Quelques questions possibles :

- Si la culture majoritaire peut être vue comme l'effet d'une vision idéalisée de la communauté, comment s'expriment les rapports entre les représentants de cette culture et la culture minoritaire dans le roman ?

- La présence de la performativité culturelle, linguistique ou sexuelle dans le texte littéraire est symptomatique de l'interaction des expressions multiples. S'agit-il là de la recherche de l'authenticité ou quelle est la signification profonde de cette performativité ? Quel est le rôle de l'identité rhizomatique dans les textes ? Assiste-t-on, en effet, à l'épuisement de l'identité ?

- Sherry Simon (2006) a lancé la notion de translation dans la discussion sur la rencontre des cultures. Cette notion comporte, entre autres, l'attitude vis-à-vis de l'autre culture et l'interprétation de celle-ci. C'est un phénomène qui se manifeste tout en gardant la distance de cette culture.
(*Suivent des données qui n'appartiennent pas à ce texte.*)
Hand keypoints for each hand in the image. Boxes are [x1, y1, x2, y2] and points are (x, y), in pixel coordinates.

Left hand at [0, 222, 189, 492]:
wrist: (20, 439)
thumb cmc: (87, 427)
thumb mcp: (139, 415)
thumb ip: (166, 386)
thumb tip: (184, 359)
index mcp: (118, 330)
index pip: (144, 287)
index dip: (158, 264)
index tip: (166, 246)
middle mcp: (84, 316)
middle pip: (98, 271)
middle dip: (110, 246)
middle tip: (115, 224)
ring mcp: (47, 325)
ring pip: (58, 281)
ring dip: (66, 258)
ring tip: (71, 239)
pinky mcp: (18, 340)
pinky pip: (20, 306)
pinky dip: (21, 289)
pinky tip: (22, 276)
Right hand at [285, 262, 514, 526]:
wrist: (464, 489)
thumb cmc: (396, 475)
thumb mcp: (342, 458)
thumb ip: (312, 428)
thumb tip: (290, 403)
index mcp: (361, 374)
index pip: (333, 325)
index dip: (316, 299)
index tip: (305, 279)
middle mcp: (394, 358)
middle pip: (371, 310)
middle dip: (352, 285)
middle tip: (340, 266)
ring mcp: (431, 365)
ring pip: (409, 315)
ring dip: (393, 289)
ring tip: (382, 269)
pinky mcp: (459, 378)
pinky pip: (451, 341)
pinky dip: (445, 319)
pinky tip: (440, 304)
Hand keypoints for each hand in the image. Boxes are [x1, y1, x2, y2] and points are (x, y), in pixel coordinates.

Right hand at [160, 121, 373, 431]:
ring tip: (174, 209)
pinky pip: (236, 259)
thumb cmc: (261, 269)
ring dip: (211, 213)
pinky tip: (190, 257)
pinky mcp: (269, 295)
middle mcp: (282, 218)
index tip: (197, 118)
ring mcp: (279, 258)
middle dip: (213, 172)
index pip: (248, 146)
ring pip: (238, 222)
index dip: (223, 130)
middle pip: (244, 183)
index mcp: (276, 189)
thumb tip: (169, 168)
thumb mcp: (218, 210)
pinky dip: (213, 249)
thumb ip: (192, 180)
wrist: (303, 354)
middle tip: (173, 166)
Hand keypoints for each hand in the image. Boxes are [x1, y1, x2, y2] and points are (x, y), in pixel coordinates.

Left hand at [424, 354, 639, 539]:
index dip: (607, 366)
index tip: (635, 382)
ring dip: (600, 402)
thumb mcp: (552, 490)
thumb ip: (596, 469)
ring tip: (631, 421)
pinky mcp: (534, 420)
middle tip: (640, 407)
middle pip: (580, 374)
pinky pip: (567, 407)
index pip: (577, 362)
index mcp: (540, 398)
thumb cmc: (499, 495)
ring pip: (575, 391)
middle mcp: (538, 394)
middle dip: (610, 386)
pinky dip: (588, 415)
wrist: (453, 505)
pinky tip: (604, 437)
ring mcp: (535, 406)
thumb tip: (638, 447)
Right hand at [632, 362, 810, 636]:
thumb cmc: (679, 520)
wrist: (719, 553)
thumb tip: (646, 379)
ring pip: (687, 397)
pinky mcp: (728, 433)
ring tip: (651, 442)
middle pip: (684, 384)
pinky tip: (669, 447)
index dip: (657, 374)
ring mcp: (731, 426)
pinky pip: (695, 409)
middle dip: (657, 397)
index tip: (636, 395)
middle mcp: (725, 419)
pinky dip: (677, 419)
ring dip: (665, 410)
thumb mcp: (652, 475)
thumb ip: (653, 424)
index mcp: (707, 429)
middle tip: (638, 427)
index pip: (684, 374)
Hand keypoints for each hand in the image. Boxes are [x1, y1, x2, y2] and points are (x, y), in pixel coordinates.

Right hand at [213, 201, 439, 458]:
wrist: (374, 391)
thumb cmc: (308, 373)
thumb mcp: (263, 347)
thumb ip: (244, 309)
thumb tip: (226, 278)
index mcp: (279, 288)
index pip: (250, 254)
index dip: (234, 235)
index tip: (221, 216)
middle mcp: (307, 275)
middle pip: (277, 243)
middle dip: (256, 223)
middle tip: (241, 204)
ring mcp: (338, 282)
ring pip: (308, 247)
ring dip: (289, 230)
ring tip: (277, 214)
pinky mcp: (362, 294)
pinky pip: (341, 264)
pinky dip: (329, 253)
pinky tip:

Quel est le rôle de la « traduction culturelle » au niveau textuel du roman contemporain ?

- Si, depuis plusieurs années, l'étude thématique de la littérature migrante est un phénomène établi, un autre aspect serait la fonction politique et socio-économique de cette littérature. Est-ce pour ainsi dire politiquement correct de lire des textes écrits par des écrivains immigrants ? Ce genre de roman remplit-il des vides commerciaux sur le marché des livres ? Quel sont les liens entre le succès de la littérature migrante et les forces politique et économique dans une société donnée ?

- Comment le rapport avec le lieu (géographique, poétique, subjectif, etc.) se manifeste-t-il dans le roman migrant contemporain ? Comment s'exprime l'habitabilité ? Comment le roman contemporain exprime-t-il la dislocation et les métamorphoses de la conception du lieu ?

- Peut-on parler d'altérité dans le roman contemporain ou est-ce que la notion d'altérité culturelle est dépassée ? Quels types d'altérité se manifestent dans les textes : culturelle, ethnique, dialogique, éthique... ?

- Le Québec et la Scandinavie sont des régions pluriculturelles, postindustrielles et « nordiques ». Quelles différences et quelles ressemblances peut-on noter entre la littérature du Québec, jeune pays d'immigration au Canada et celle de Scandinavie, pays des anciennes monarchies nationales ? Et comment les textes finlandais écrits en suédois ou en finnois, et qui sont issus d'un ancien peuple vivant dans une jeune république, diffèrent-ils des autres ? La question de la « nordicité » est-elle pertinente dans ce contexte ? Si oui, comment se définit-elle ?

Conférenciers pléniers : Satu Gröndahl (Uppsala), Simon Harel (Montréal), Ingeborg Kongslien (Oslo), Régine Robin (Montréal).

Des propositions de communications en français, suédois, danois, norvégien et anglais sont acceptées. Durée des communications : 20 minutes + 10 minutes pour discussion et questions.